I own a few books that can be considered to be the best, tightest concentration of a topic that’s possible. My favourite is Espresso Coffee: The Science of Quality by Illy & Vianni (UK, US). It is the Ulysses of coffee, replaying the production of a great cup of coffee from all possible angles: the plant, the bean, the roast, the grind, storage, percolation, the cup of coffee, and the human reaction. It’s a science book – not for general consumption; not even pop science. This is a snapshot of where scientific understanding of coffee was in 2005.
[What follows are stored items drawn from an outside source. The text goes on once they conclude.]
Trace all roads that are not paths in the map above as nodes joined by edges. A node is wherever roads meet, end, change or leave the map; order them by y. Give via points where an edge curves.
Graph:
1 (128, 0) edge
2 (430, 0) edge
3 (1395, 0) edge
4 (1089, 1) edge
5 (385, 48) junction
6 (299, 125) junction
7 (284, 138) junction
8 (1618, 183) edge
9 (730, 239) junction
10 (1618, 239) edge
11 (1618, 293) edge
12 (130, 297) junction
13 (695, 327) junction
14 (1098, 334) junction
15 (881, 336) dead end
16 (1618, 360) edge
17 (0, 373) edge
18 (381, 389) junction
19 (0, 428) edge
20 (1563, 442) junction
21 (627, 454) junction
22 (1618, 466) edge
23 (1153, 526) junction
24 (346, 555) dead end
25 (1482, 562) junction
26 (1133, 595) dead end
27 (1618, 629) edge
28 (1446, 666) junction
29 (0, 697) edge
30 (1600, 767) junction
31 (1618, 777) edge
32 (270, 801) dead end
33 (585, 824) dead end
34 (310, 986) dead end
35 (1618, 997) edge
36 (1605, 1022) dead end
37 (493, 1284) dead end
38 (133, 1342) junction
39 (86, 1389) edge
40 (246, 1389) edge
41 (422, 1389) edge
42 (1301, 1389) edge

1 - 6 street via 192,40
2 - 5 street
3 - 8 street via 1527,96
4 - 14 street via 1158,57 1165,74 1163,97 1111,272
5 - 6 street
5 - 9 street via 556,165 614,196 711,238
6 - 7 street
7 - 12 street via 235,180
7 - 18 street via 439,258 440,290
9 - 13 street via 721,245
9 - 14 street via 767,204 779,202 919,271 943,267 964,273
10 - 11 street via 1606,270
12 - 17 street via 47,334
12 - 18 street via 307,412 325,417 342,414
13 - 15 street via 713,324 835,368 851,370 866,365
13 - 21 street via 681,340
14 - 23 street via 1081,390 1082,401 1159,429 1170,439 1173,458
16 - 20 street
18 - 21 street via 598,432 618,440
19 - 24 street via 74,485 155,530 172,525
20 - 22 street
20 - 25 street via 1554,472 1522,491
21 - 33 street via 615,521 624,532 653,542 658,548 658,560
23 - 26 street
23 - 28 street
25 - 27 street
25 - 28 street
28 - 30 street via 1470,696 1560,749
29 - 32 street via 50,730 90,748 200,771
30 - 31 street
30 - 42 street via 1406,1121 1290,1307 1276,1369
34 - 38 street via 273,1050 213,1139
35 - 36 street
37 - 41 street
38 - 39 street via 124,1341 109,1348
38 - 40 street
It’s a hard read. I have a good general grounding of science, but this weaves between anthropology, botany, biology, genetics, food technology, organic chemistry, biochemistry, inorganic chemistry, fluid dynamics, maths, mechanics, heat transfer, physiology, perception and culture – and not in a fleeting manner. This is cutting-edge science, revealing as much what we don’t know as what we do.
To show the focus of the book, it does acknowledge that a lot of espresso is consumed with milk. It gives this topic less than 2 pages of the 400-page volume. The coffee plant, on the other hand, gets 66 pages, and the raw bean, 92 pages.
If you’re in a hurry, the main secret of good Italian-style espresso is given on p19. However, even this formula of brewing parameters could be considered old fashioned: shorter brew times are now often used as default when dialing in a coffee than expressed here.
A few examples of (more easily explained (things I learnt: plants signal to predators when they are attacked by enemies, only a few compounds within coffee have been significantly studied (caffeine, chlorogenic acids and trigonelline), the writer Goethe gave coffee beans to chemist Runge, who first isolated caffeine, the crema coats the tongue and holds oil droplets next to the mucous membrane for over 15 minutes.
Would I recommend it? I’m not sure. If you have an intense curiosity about coffee, and what’s really going on, you’ll probably really enjoy the book.
I’m reading another book at the moment – Origami Design Secrets: Mathematical Methods for an Ancient Art by Robert J. Lang. Lang’s been well known for his models and books, but as he says, there are very few books about the actual process of origami model design. Most designers have created models by modifying existing models, or analysing them for the base configuration, known as a base. This has been reverse engineered, with some maths sprinkled on, into modern folding techniques – pattern grafting, tiling, circle packing and box pleating. What I find amazing is that this is a person’s life work, distilling knowledge for the future, and that it never questions the simple fundamentals of origami: paper folded with no cuts (and more extreme – square paper). This is the one boundary that makes the book’s existence worthwhile; without these there’s no theories, no maths, no elegance, just papercraft.